::: Given information :::
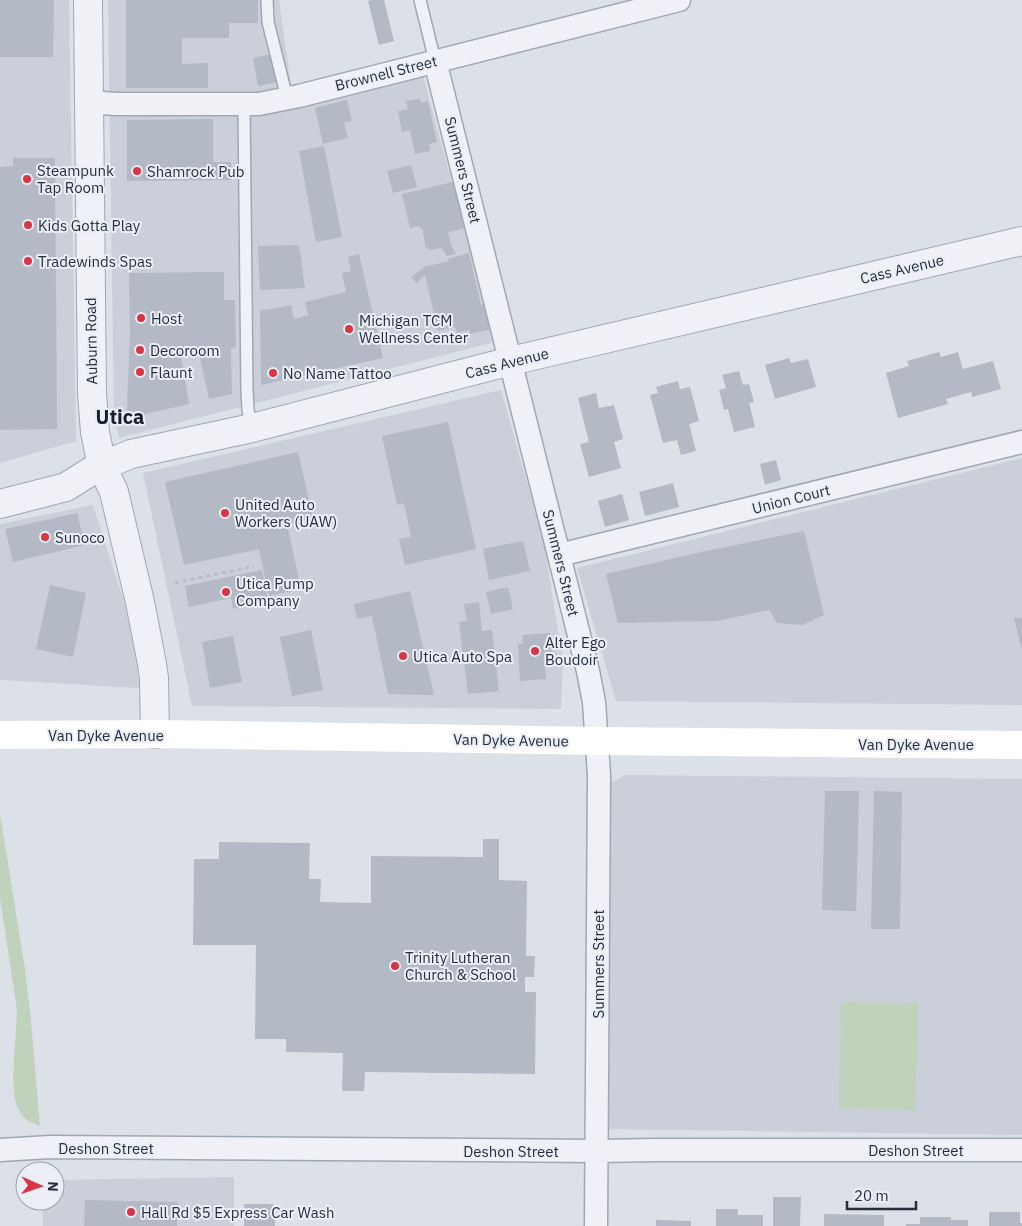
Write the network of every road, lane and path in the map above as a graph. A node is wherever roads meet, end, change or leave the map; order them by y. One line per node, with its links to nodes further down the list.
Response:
1 (88, 0): 7 (street, Auburn Road)
2 (267, 0): 6 (lane)
3 (420, 0): 5 (lane)
4 (679, 0): 5 (street, Brownell Street)
5 (436, 61): 6 (street, Brownell Street); 10 (street, Summers Street)
6 (287, 98): 8 (street, Brownell Street)
7 (89, 102): 8 (street, Brownell Street); 13 (street, Auburn Road)
8 (244, 104): 11 (lane)
9 (1022, 241): 10 (street, Cass Avenue)
10 (510, 361): 11 (street, Cass Avenue); 15 (street, Summers Street)
11 (252, 428): 13 (street, Cass Avenue)
12 (1022, 442): 15 (street, Union Court)
13 (102, 466): 14 (street, Cass Avenue); 20 (street, Auburn Road)
14 (0, 504)
15 (559, 555): 22 (street, Summers Street)
16 (254, 566): 17 (path)
17 (175, 583)
18 (564, 656): 19 (path)
19 (552, 658)
20 (155, 734): 21 (main road, Van Dyke Avenue); 22 (main road, Van Dyke Avenue)
21 (0, 735)
22 (597, 741): 23 (main road, Van Dyke Avenue); 26 (street, Summers Street)
23 (1022, 745)
24 (0, 1150): 26 (street, Deshon Street)
25 (1022, 1150): 26 (street, Deshon Street)
26 (596, 1151): 27 (street, Summers Street)
27 (596, 1226)

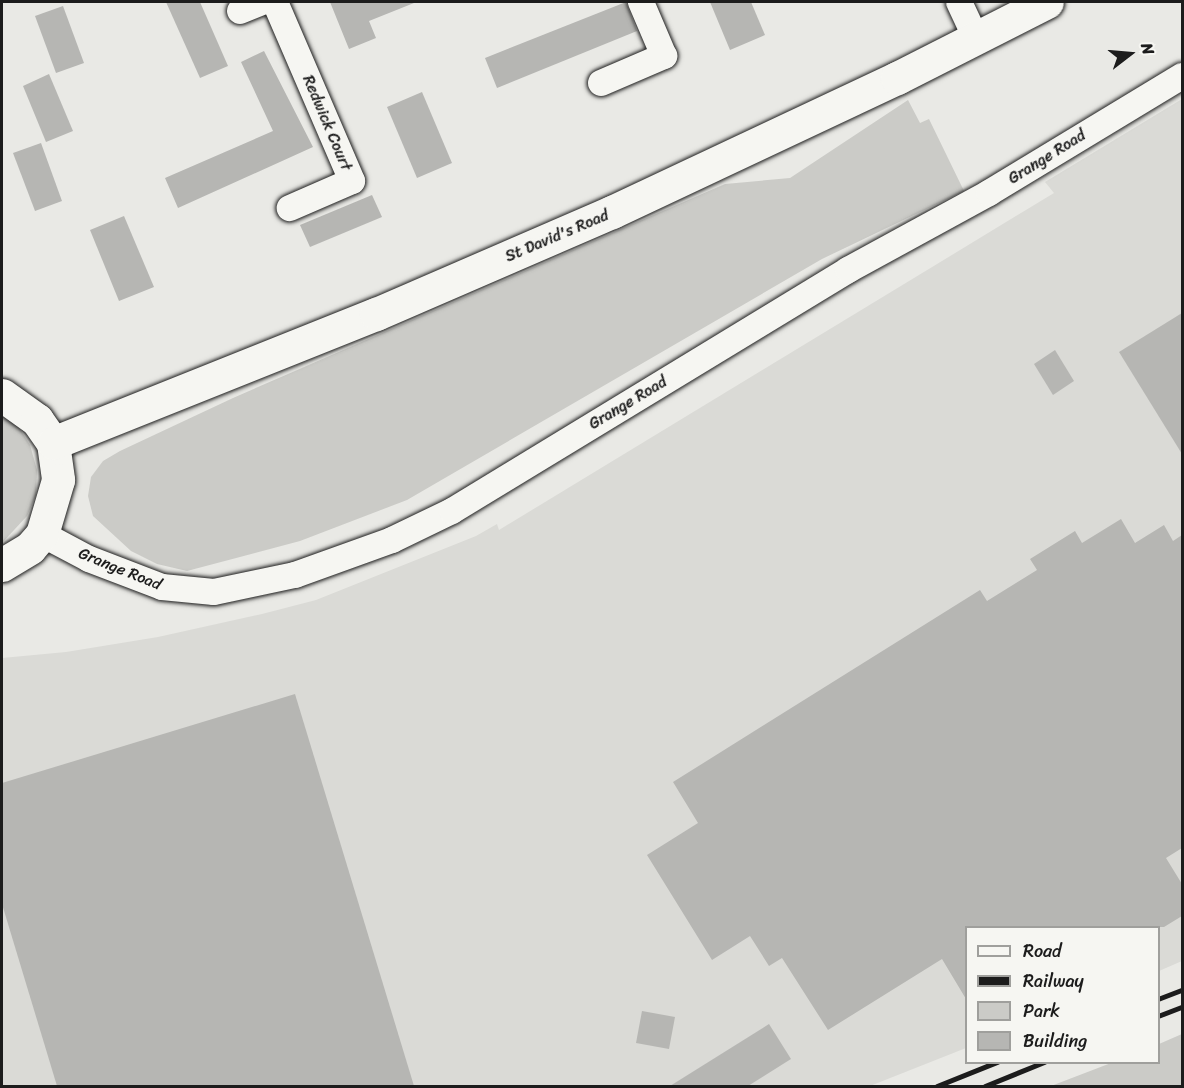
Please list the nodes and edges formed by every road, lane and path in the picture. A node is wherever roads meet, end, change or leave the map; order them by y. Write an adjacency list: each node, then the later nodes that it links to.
1 (275, 2): 8 (street, Redwick Court)
2 (641, 2): 7 (street)
3 (959, 2): 5 (street)
4 (1047, 2): 5 (street, St David's Road)
5 (976, 38): 10 (street, St David's Road)
6 (1182, 76): 11 (street, Grange Road)
7 (601, 83)
8 (290, 208)
9 (2, 395): 10 (street)
10 (53, 443): 11 (street)
11 (42, 534): 12 (street)
12 (2, 565)

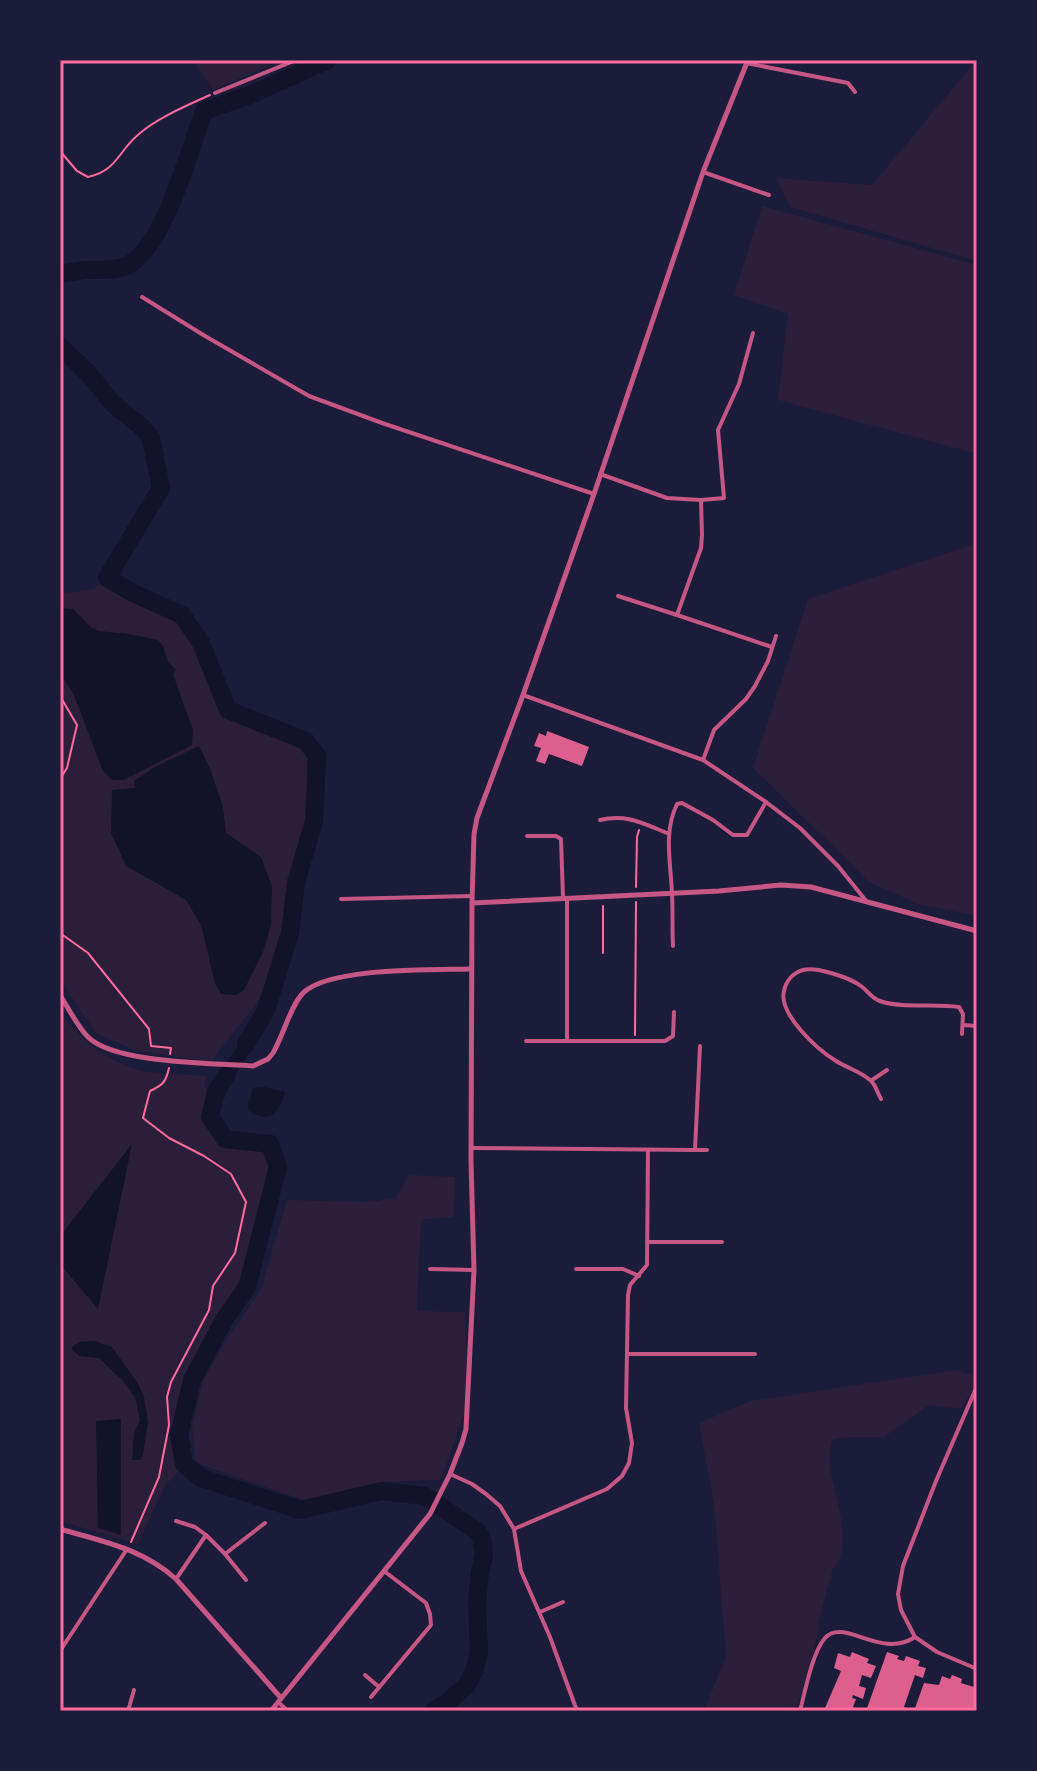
:::
- _Description of the task_: From the first line to the last, repeat the records exactly, leaving out the pictures.

- _Output for this task_:
Write the network of every road, lane and path in the map above as a graph. A node is wherever roads meet, end, change or leave the map; order them by y. One line per node, with its links to nodes further down the list.
Response:
1 (88, 0): 7 (street, Auburn Road)
2 (267, 0): 6 (lane)
3 (420, 0): 5 (lane)
4 (679, 0): 5 (street, Brownell Street)
5 (436, 61): 6 (street, Brownell Street); 10 (street, Summers Street)
6 (287, 98): 8 (street, Brownell Street)
7 (89, 102): 8 (street, Brownell Street); 13 (street, Auburn Road)
8 (244, 104): 11 (lane)
9 (1022, 241): 10 (street, Cass Avenue)
10 (510, 361): 11 (street, Cass Avenue); 15 (street, Summers Street)
11 (252, 428): 13 (street, Cass Avenue)
12 (1022, 442): 15 (street, Union Court)
13 (102, 466): 14 (street, Cass Avenue); 20 (street, Auburn Road)
14 (0, 504)
15 (559, 555): 22 (street, Summers Street)
16 (254, 566): 17 (path)
17 (175, 583)
18 (564, 656): 19 (path)
19 (552, 658)
20 (155, 734): 21 (main road, Van Dyke Avenue); 22 (main road, Van Dyke Avenue)
21 (0, 735)
22 (597, 741): 23 (main road, Van Dyke Avenue); 26 (street, Summers Street)
23 (1022, 745)
24 (0, 1150): 26 (street, Deshon Street)
25 (1022, 1150): 26 (street, Deshon Street)
26 (596, 1151): 27 (street, Summers Street)
27 (596, 1226)

Please list the nodes and edges formed by every road, lane and path in the picture. A node is wherever roads meet, end, change or leave the map; order them by y. Write an adjacency list: each node, then the later nodes that it links to.
1 (275, 2): 8 (street, Redwick Court)
2 (641, 2): 7 (street)
3 (959, 2): 5 (street)
4 (1047, 2): 5 (street, St David's Road)
5 (976, 38): 10 (street, St David's Road)
6 (1182, 76): 11 (street, Grange Road)
7 (601, 83)
8 (290, 208)
9 (2, 395): 10 (street)
10 (53, 443): 11 (street)
11 (42, 534): 12 (street)
12 (2, 565)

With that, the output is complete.